Perp. Derrière cet acronyme, se cache le plan d’épargne retraite populaire. Populaire peut-être pas car ce produit offre une intéressante déductibilité fiscale alors que plus d’un ménage sur deux n’est pas soumis à l’impôt sur le revenu dans notre pays.

Accessible assurément ! A la différence des contrats de retraite Madelin, réservés aux travailleurs non-salariés (indépendants et libéraux), des plans d’épargne pour la retraite collectifs (Perco) ouverts aux seuls salariés d’entreprises souscriptrices ou à Préfon-Retraite limité aux fonctionnaires et ex-agents publics, le Perp peut être souscrit par n’importe qui, y compris les inactifs (étudiants, parents au foyer, demandeurs d’emploi).

A condition d’avoir un objectif retraite clairement affirmé. La sortie se fait uniquement à l’âge légal de départ à la retraite (62 ans pour les personnes nées à partir de 1955), sauf quelques rares cas de déblocage anticipé (invalidité, surendettement, décès du conjoint marié ou du partenaire de Pacs…). Une différence de taille si l’on compare à l’assurance vie.

Pas d’obligation de versement

De surcroît, la sortie s’effectue en rente viagère. Le législateur a toutefois revu sa copie initiale : il est possible depuis 2011 dans certains plans, de récupérer 20% de l’épargne accumulée en capital au moment du départ à la retraite. Une sortie à 100% en capital est également autorisée si les fonds sont utilisés pour acquérir sa résidence principale à la retraite.

Avant de toucher à vie des revenus complémentaires, il convient évidemment de commencer à épargner. Bonne nouvelle, à la différence des contrats de retraite Madelin, il n’existe aucune obligation de versement. Côté gestion, plusieurs possibilités peuvent être proposées comme sur l’assurance vie multisupport : fonds en euros, unités de compte…

Plus de 30.000 euros par an de déductions fiscales

Après des débuts difficiles, le Perp recommence à avoir le vent en poupe. Témoignage de l’inquiétude des Français sur leur future retraite.
Il faut dire que les versements effectués sont déductibles des revenus imposables à hauteur de 10% du plafond annuel de la Sécurité sociale (Pass) de l’année précédente ou, si la formule est plus avantageuse, de 10% des revenus professionnels de l’année précédente dans la limite de huit fois le Pass de l’année précédente, soit jusqu’à plus de 30.000 euros par an.

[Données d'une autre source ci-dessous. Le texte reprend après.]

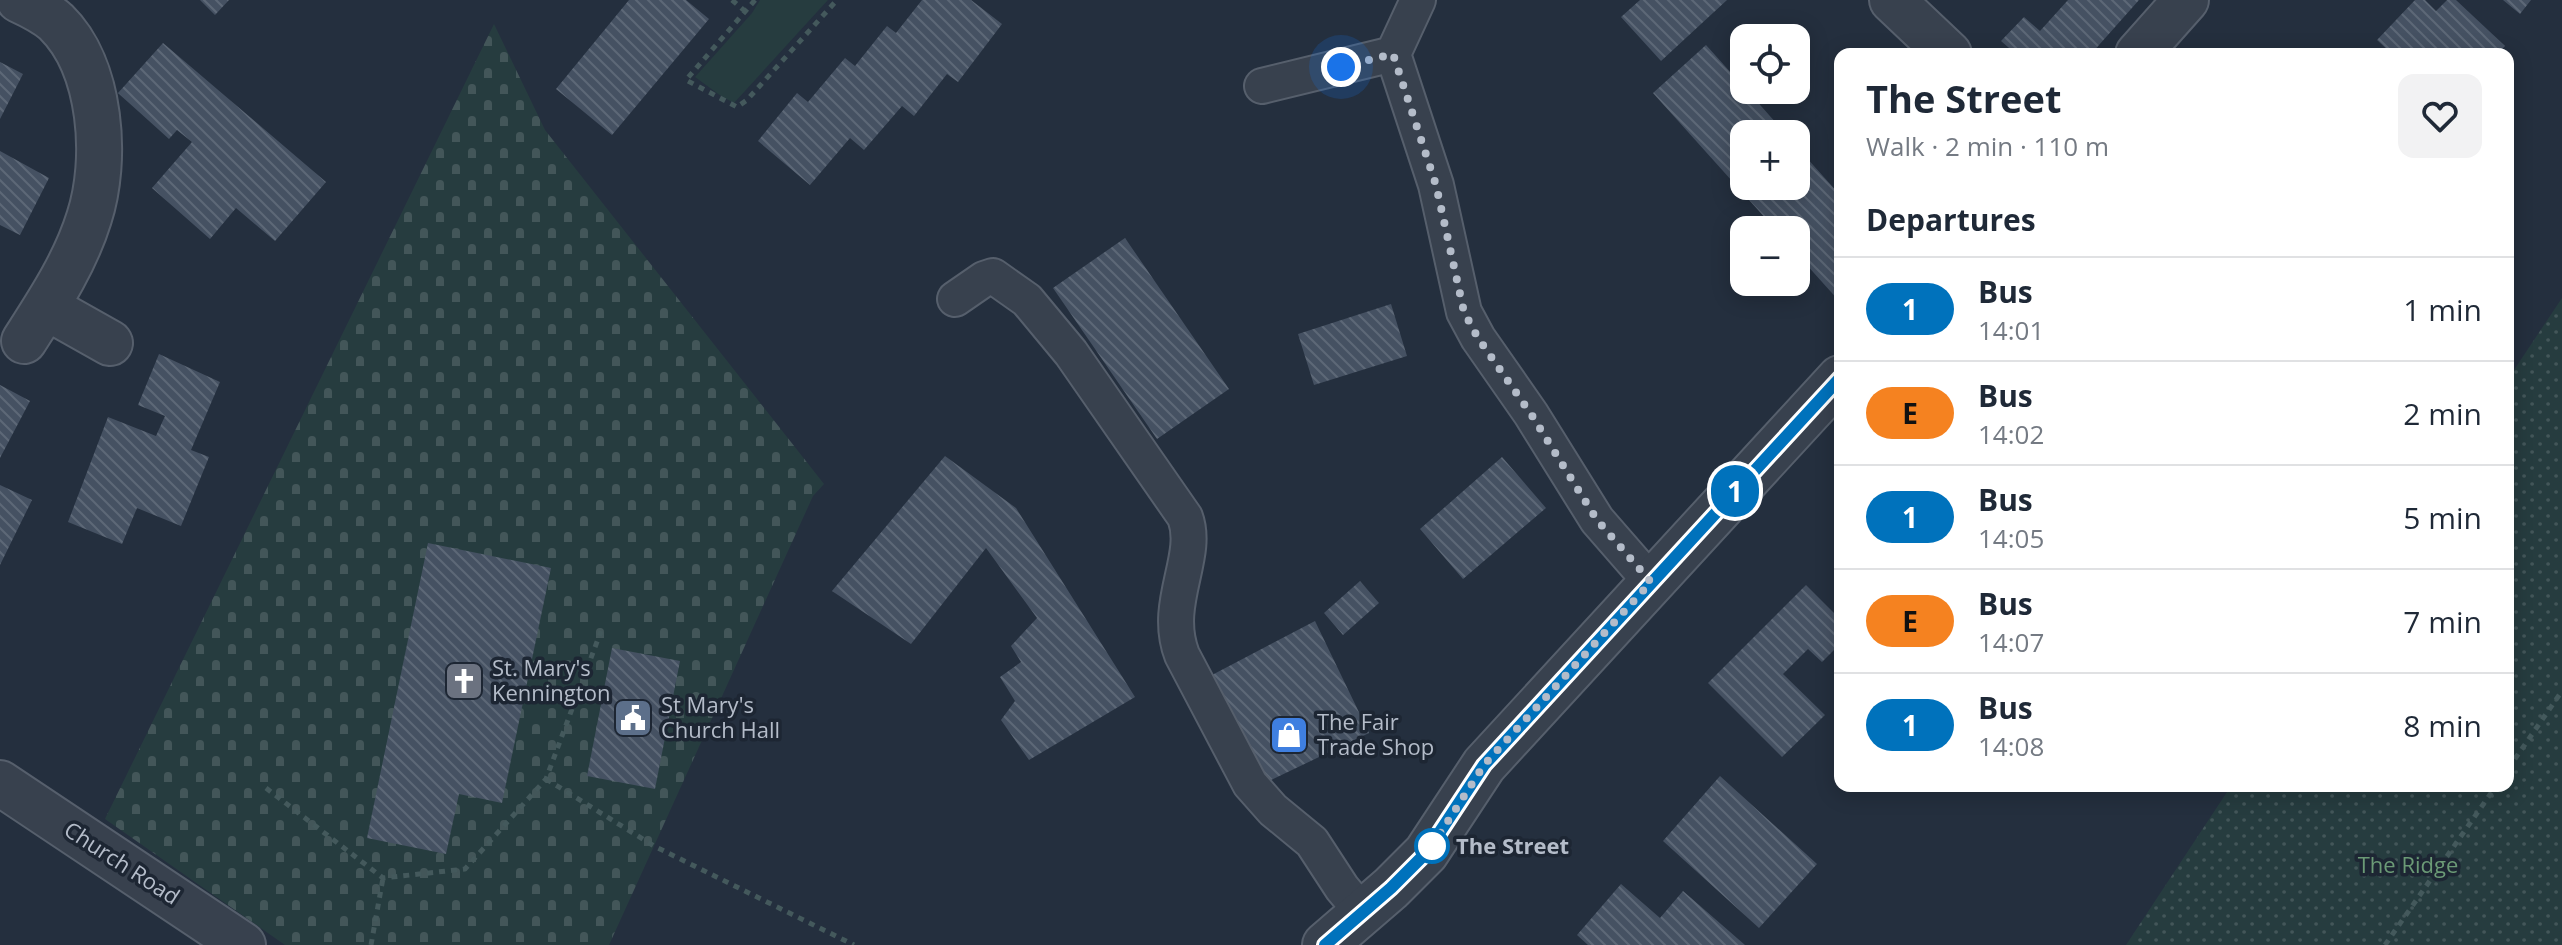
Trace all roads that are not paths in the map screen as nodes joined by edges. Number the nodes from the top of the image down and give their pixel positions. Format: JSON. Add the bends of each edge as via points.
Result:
{"nodes":[{"id":1,"x":19,"y":0,"type":"edge"},
{"id":2,"x":1418,"y":0,"type":"edge"},
{"id":3,"x":1892,"y":0,"type":"edge"},
{"id":4,"x":2186,"y":0,"type":"edge"},
{"id":5,"x":1943,"y":48,"type":"edge"},
{"id":6,"x":2143,"y":48,"type":"edge"},
{"id":7,"x":1393,"y":54,"type":"junction"},
{"id":8,"x":1262,"y":86,"type":"dead end"},
{"id":9,"x":955,"y":299,"type":"dead end"},
{"id":10,"x":110,"y":343,"type":"dead end"},
{"id":11,"x":1834,"y":384,"type":"edge"},
{"id":12,"x":1651,"y":582,"type":"junction"},
{"id":13,"x":0,"y":783,"type":"edge"},
{"id":14,"x":1363,"y":913,"type":"junction"},
{"id":15,"x":243,"y":945,"type":"edge"},
{"id":16,"x":1325,"y":945,"type":"edge"}],
"edges":[{"from":1,"to":10,"type":"street","via":[[55,22],[75,47],[95,102],[98,132],[94,203],[76,253],[35,324]]},
{"from":2,"to":7,"type":"lane"},
{"from":3,"to":5,"type":"street"},
{"from":4,"to":6,"type":"street"},
{"from":7,"to":8,"type":"lane"},
{"from":7,"to":12,"type":"lane","via":[[1436,185],[1464,312],[1597,520]]},
{"from":9,"to":14,"type":"lane","via":[[993,276],[1027,300],[1071,353],[1185,517],[1190,536],[1175,619],[1182,655],[1250,784],[1312,842]]},
{"from":11,"to":12,"type":"street"},
{"from":12,"to":14,"type":"street","via":[[1484,765],[1426,853]]},
{"from":13,"to":15,"type":"street","name":"Church Road"},
{"from":14,"to":16,"type":"street"}]}
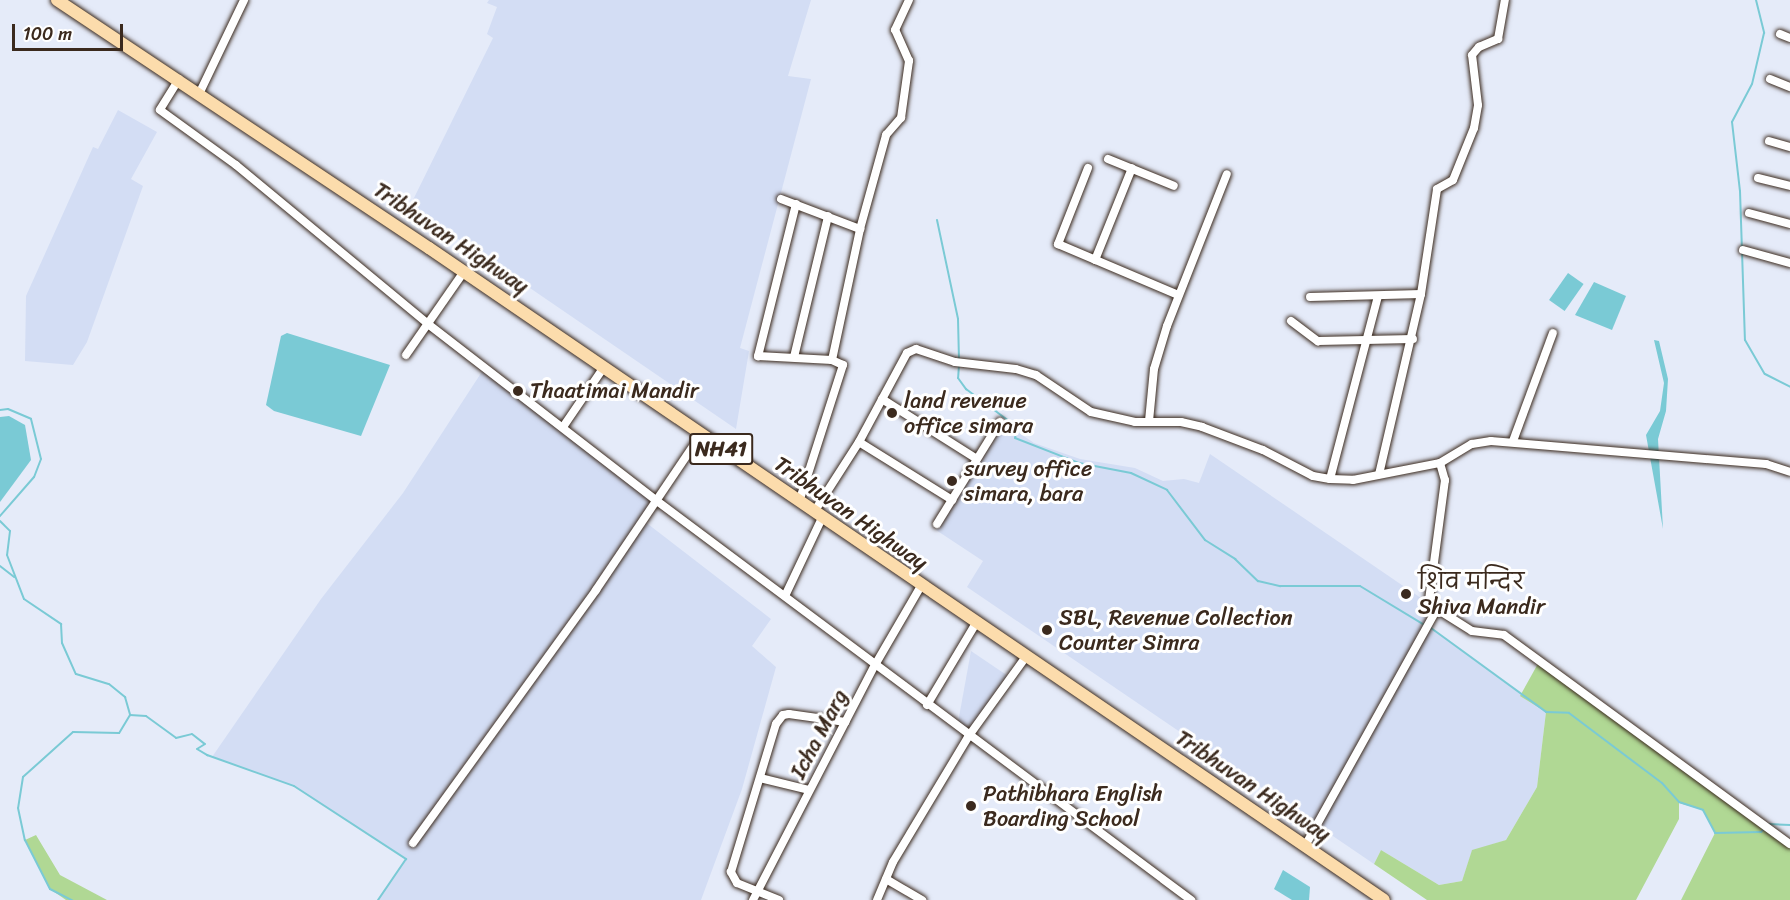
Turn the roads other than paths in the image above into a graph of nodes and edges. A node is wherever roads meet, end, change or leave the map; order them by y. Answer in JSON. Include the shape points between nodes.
{"nodes":[{"id":1,"x":57,"y":0,"type":"edge"},
{"id":2,"x":244,"y":0,"type":"edge"},
{"id":3,"x":909,"y":0,"type":"edge"},
{"id":4,"x":1505,"y":0,"type":"edge"},
{"id":5,"x":1780,"y":34,"type":"dead end"},
{"id":6,"x":1790,"y":38,"type":"edge"},
{"id":7,"x":1770,"y":79,"type":"dead end"},
{"id":8,"x":179,"y":80,"type":"junction"},
{"id":9,"x":1790,"y":87,"type":"edge"},
{"id":10,"x":200,"y":92,"type":"junction"},
{"id":11,"x":1769,"y":141,"type":"dead end"},
{"id":12,"x":1790,"y":147,"type":"edge"},
{"id":13,"x":1108,"y":159,"type":"dead end"},
{"id":14,"x":1088,"y":168,"type":"dead end"},
{"id":15,"x":1132,"y":168,"type":"junction"},
{"id":16,"x":1227,"y":174,"type":"dead end"},
{"id":17,"x":1758,"y":178,"type":"dead end"},
{"id":18,"x":1174,"y":186,"type":"dead end"},
{"id":19,"x":1790,"y":186,"type":"edge"},
{"id":20,"x":781,"y":199,"type":"dead end"},
{"id":21,"x":796,"y":204,"type":"junction"},
{"id":22,"x":1749,"y":213,"type":"dead end"},
{"id":23,"x":828,"y":216,"type":"junction"},
{"id":24,"x":1790,"y":224,"type":"edge"},
{"id":25,"x":860,"y":229,"type":"junction"},
{"id":26,"x":1743,"y":250,"type":"dead end"},
{"id":27,"x":1095,"y":260,"type":"junction"},
{"id":28,"x":1790,"y":263,"type":"edge"},
{"id":29,"x":463,"y":273,"type":"junction"},
{"id":30,"x":1421,"y":294,"type":"junction"},
{"id":31,"x":1178,"y":295,"type":"junction"},
{"id":32,"x":1378,"y":296,"type":"junction"},
{"id":33,"x":1310,"y":297,"type":"dead end"},
{"id":34,"x":1291,"y":321,"type":"dead end"},
{"id":35,"x":428,"y":324,"type":"junction"},
{"id":36,"x":1553,"y":333,"type":"dead end"},
{"id":37,"x":1366,"y":339,"type":"junction"},
{"id":38,"x":1413,"y":339,"type":"junction"},
{"id":39,"x":406,"y":355,"type":"dead end"},
{"id":40,"x":794,"y":357,"type":"junction"},
{"id":41,"x":832,"y":360,"type":"junction"},
{"id":42,"x":603,"y":367,"type":"junction"},
{"id":43,"x":882,"y":399,"type":"junction"},
{"id":44,"x":1149,"y":421,"type":"junction"},
{"id":45,"x":1000,"y":422,"type":"dead end"},
{"id":46,"x":563,"y":427,"type":"junction"},
{"id":47,"x":700,"y":435,"type":"junction"},
{"id":48,"x":1513,"y":441,"type":"junction"},
{"id":49,"x":859,"y":442,"type":"junction"},
{"id":50,"x":977,"y":459,"type":"junction"},
{"id":51,"x":1440,"y":463,"type":"junction"},
{"id":52,"x":1790,"y":472,"type":"edge"},
{"id":53,"x":1379,"y":474,"type":"junction"},
{"id":54,"x":1330,"y":479,"type":"junction"},
{"id":55,"x":952,"y":500,"type":"junction"},
{"id":56,"x":657,"y":501,"type":"junction"},
{"id":57,"x":799,"y":502,"type":"junction"},
{"id":58,"x":818,"y":515,"type":"junction"},
{"id":59,"x":937,"y":524,"type":"dead end"},
{"id":60,"x":921,"y":586,"type":"junction"},
{"id":61,"x":785,"y":596,"type":"junction"},
{"id":62,"x":1437,"y":609,"type":"junction"},
{"id":63,"x":976,"y":623,"type":"junction"},
{"id":64,"x":1025,"y":658,"type":"junction"},
{"id":65,"x":875,"y":665,"type":"junction"},
{"id":66,"x":927,"y":705,"type":"junction"},
{"id":67,"x":845,"y":722,"type":"junction"},
{"id":68,"x":968,"y":736,"type":"junction"},
{"id":69,"x":760,"y":778,"type":"junction"},
{"id":70,"x":809,"y":790,"type":"junction"},
{"id":71,"x":413,"y":843,"type":"dead end"},
{"id":72,"x":1790,"y":844,"type":"edge"},
{"id":73,"x":1305,"y":846,"type":"junction"},
{"id":74,"x":886,"y":879,"type":"junction"},
{"id":75,"x":757,"y":891,"type":"junction"},
{"id":76,"x":753,"y":900,"type":"edge"},
{"id":77,"x":779,"y":900,"type":"edge"},
{"id":78,"x":877,"y":900,"type":"edge"},
{"id":79,"x":922,"y":900,"type":"edge"},
{"id":80,"x":1191,"y":900,"type":"edge"},
{"id":81,"x":1383,"y":900,"type":"edge"}],
"edges":[{"from":1,"to":8,"type":"highway","name":"Tribhuvan Highway","number":"NH41"},
{"from":2,"to":10,"type":"street"},
{"from":3,"to":25,"type":"street","via":[[895,30],[909,60],[901,118],[886,135]]},
{"from":4,"to":30,"type":"street","via":[[1498,39],[1479,47],[1472,55],[1478,105],[1474,128],[1453,180],[1437,189]]},
{"from":5,"to":6,"type":"street"},
{"from":7,"to":9,"type":"street"},
{"from":8,"to":10,"type":"highway","name":"Tribhuvan Highway","number":"NH41"},
{"from":8,"to":35,"type":"street","via":[[160,110],[294,211]]},
{"from":10,"to":29,"type":"highway","name":"Tribhuvan Highway","number":"NH41"},
{"from":11,"to":12,"type":"street"},
{"from":13,"to":15,"type":"street"},
{"from":14,"to":27,"type":"street","via":[[1058,244]]},
{"from":15,"to":18,"type":"street"},
{"from":15,"to":27,"type":"street"},
{"from":16,"to":31,"type":"street"},
{"from":17,"to":19,"type":"street"},
{"from":20,"to":21,"type":"street"},
{"from":21,"to":23,"type":"street"},
{"from":21,"to":40,"type":"street","via":[[758,356]]},
{"from":22,"to":24,"type":"street"},
{"from":23,"to":25,"type":"street"},
{"from":23,"to":40,"type":"street"},
{"from":25,"to":41,"type":"street"},
{"from":26,"to":28,"type":"street"},
{"from":27,"to":31,"type":"street"},
{"from":29,"to":35,"type":"street"},
{"from":29,"to":42,"type":"highway","name":"Tribhuvan Highway","number":"NH41"},
{"from":30,"to":32,"type":"street"},
{"from":30,"to":38,"type":"street"},
{"from":31,"to":44,"type":"street","via":[[1154,369]]},
{"from":32,"to":33,"type":"street"},
{"from":32,"to":37,"type":"street"},
{"from":34,"to":37,"type":"street","via":[[1318,341]]},
{"from":35,"to":39,"type":"street"},
{"from":35,"to":46,"type":"street"},
{"from":36,"to":48,"type":"street"},
{"from":37,"to":38,"type":"street"},
{"from":37,"to":54,"type":"street"},
{"from":38,"to":53,"type":"street"},
{"from":40,"to":41,"type":"street"},
{"from":41,"to":57,"type":"street","via":[[843,365]]},
{"from":42,"to":46,"type":"street"},
{"from":42,"to":47,"type":"highway","name":"Tribhuvan Highway","number":"NH41"},
{"from":43,"to":44,"type":"street","via":[[907,353],[916,349],[959,363],[1036,375],[1091,412],[1135,422]]},
{"from":43,"to":49,"type":"street"},
{"from":43,"to":50,"type":"street"},
{"from":44,"to":54,"type":"street","via":[[1202,427],[1263,450],[1313,476]]},
{"from":45,"to":50,"type":"street"},
{"from":46,"to":56,"type":"street"},
{"from":47,"to":56,"type":"street"},
{"from":47,"to":57,"type":"highway","name":"Tribhuvan Highway","number":"NH41"},
{"from":48,"to":51,"type":"street","via":[[1472,444]]},
{"from":48,"to":52,"type":"street","via":[[1579,451],[1766,464]]},
{"from":49,"to":55,"type":"street"},
{"from":49,"to":58,"type":"street"},
{"from":50,"to":55,"type":"street"},
{"from":51,"to":53,"type":"street"},
{"from":51,"to":62,"type":"street","via":[[1445,480],[1429,600]]},
{"from":53,"to":54,"type":"street"},
{"from":55,"to":59,"type":"street"},
{"from":56,"to":61,"type":"street"},
{"from":56,"to":71,"type":"street"},
{"from":57,"to":58,"type":"highway","name":"Tribhuvan Highway","number":"NH41"},
{"from":58,"to":60,"type":"highway","name":"Tribhuvan Highway","number":"NH41"},
{"from":58,"to":61,"type":"street"},
{"from":60,"to":63,"type":"highway","name":"Tribhuvan Highway","number":"NH41"},
{"from":60,"to":65,"type":"street","name":"Icha Marg"},
{"from":61,"to":65,"type":"street"},
{"from":62,"to":72,"type":"street","via":[[1472,631],[1504,635]]},
{"from":62,"to":73,"type":"street"},
{"from":63,"to":64,"type":"highway","name":"Tribhuvan Highway","number":"NH41"},
{"from":63,"to":66,"type":"street"},
{"from":64,"to":68,"type":"street"},
{"from":64,"to":73,"type":"highway","name":"Tribhuvan Highway","number":"NH41"},
{"from":65,"to":66,"type":"street"},
{"from":65,"to":67,"type":"street","name":"Icha Marg"},
{"from":66,"to":68,"type":"street"},
{"from":67,"to":69,"type":"street","via":[[783,715],[776,723]]},
{"from":67,"to":70,"type":"street","name":"Icha Marg"},
{"from":68,"to":74,"type":"street"},
{"from":68,"to":80,"type":"street"},
{"from":69,"to":70,"type":"street"},
{"from":69,"to":75,"type":"street","via":[[731,872],[737,883]]},
{"from":70,"to":75,"type":"street","name":"Icha Marg"},
{"from":73,"to":81,"type":"highway","name":"Tribhuvan Highway","number":"NH41"},
{"from":74,"to":78,"type":"street"},
{"from":74,"to":79,"type":"street"},
{"from":75,"to":76,"type":"street","name":"Icha Marg"},
{"from":75,"to":77,"type":"street"}]}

Mieux : le reliquat de l’enveloppe fiscale non utilisé peut être reporté les trois années suivantes. Enfin, il faut savoir que les déductions des cotisations des Perp ne font pas partie des « niches fiscales » plafonnées à 10.000 euros par an et qui sont octroyées pour l’emploi d’un salarié à domicile ou l’investissement dans un dispositif d’immobilier locatif du type Pinel.